## Exercise prompt
Lines from the records below that contain the word "wrist" are to be copied out.

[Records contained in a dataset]

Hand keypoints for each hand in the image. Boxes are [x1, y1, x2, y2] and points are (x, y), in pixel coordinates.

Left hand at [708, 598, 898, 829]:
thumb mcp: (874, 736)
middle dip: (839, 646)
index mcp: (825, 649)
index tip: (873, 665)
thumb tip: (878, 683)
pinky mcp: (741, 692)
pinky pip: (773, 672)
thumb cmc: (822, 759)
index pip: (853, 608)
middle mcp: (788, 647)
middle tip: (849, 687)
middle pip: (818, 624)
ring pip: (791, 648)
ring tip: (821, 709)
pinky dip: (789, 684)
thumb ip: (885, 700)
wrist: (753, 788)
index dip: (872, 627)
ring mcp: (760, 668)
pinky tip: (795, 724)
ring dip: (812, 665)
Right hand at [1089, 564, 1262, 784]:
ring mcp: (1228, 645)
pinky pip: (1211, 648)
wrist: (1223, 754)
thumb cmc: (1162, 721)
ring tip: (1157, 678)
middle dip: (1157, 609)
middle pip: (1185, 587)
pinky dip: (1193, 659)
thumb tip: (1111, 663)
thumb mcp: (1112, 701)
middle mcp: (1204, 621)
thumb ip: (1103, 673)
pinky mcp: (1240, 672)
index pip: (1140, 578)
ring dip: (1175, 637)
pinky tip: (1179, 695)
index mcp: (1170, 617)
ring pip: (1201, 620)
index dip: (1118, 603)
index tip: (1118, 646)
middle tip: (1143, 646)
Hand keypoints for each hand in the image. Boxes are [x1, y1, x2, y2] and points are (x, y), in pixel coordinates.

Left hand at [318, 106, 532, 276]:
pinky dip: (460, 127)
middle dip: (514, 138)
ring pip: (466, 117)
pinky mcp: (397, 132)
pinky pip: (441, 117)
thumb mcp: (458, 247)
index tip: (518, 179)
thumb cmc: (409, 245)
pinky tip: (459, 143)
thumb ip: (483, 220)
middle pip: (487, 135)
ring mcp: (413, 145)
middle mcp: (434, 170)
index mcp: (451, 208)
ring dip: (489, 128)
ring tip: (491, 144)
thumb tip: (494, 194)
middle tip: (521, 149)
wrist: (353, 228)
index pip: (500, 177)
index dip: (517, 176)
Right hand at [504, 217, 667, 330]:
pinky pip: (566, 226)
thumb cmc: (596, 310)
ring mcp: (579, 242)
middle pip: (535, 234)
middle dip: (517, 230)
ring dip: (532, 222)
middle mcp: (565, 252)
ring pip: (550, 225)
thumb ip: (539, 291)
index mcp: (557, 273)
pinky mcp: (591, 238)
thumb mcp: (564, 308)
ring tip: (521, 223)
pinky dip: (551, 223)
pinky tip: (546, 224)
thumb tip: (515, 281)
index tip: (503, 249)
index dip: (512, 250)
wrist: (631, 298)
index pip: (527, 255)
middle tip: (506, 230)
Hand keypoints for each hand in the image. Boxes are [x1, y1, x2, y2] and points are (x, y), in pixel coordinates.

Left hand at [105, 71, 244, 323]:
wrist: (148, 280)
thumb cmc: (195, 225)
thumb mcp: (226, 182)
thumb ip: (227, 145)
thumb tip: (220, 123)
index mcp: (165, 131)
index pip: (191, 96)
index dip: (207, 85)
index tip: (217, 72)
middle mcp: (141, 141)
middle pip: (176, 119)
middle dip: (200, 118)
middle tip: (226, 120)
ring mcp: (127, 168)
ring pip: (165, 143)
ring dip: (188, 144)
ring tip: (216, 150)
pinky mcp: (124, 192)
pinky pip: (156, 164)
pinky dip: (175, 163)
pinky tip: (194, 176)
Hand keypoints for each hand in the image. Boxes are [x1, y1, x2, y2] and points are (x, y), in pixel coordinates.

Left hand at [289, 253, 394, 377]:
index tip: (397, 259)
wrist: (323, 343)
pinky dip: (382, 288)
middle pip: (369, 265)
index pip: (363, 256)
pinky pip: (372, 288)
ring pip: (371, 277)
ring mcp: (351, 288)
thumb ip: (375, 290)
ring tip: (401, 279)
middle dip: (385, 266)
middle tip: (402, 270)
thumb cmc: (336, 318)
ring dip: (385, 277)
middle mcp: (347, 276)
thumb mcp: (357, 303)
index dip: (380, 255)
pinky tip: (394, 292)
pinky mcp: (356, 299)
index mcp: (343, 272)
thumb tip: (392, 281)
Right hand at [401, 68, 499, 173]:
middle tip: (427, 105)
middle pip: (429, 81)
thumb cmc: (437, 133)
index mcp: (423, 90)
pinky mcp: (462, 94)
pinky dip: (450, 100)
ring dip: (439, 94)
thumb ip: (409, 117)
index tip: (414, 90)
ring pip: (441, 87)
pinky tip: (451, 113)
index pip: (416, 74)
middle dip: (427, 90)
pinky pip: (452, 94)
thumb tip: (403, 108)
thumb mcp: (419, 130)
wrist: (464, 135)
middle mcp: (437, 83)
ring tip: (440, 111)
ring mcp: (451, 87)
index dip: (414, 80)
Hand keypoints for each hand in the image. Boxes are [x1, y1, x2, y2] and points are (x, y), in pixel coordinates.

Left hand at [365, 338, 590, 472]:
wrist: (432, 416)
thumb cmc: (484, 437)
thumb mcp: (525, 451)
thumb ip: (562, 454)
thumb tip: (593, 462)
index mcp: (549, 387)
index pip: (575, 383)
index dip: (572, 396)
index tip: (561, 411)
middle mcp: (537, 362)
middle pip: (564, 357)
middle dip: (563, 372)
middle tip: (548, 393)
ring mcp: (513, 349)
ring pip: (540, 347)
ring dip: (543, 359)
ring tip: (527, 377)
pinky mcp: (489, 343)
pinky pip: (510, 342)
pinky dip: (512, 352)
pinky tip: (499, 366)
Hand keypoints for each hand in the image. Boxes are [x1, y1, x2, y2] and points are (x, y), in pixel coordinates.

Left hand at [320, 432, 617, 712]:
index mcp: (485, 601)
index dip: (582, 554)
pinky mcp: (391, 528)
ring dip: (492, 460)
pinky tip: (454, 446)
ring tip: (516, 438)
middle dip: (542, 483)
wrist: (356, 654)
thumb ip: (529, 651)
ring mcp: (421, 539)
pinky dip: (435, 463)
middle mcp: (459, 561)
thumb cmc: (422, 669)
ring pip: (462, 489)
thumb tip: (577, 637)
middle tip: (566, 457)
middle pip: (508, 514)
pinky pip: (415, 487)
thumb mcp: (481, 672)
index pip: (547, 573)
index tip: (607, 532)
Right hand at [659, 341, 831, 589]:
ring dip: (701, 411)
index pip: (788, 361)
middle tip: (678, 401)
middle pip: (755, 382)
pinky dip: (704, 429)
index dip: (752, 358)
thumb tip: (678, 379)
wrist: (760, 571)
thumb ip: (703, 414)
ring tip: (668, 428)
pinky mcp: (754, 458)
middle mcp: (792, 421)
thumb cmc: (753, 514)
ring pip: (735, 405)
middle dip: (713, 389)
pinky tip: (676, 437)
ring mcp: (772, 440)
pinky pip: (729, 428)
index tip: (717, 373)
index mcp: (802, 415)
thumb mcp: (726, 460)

## Your solution
wrist: (753, 788)
wrist: (1223, 754)
wrist: (353, 228)
wrist: (631, 298)
wrist: (148, 280)
wrist: (323, 343)
wrist: (464, 135)
wrist: (432, 416)
wrist: (356, 654)
wrist: (760, 571)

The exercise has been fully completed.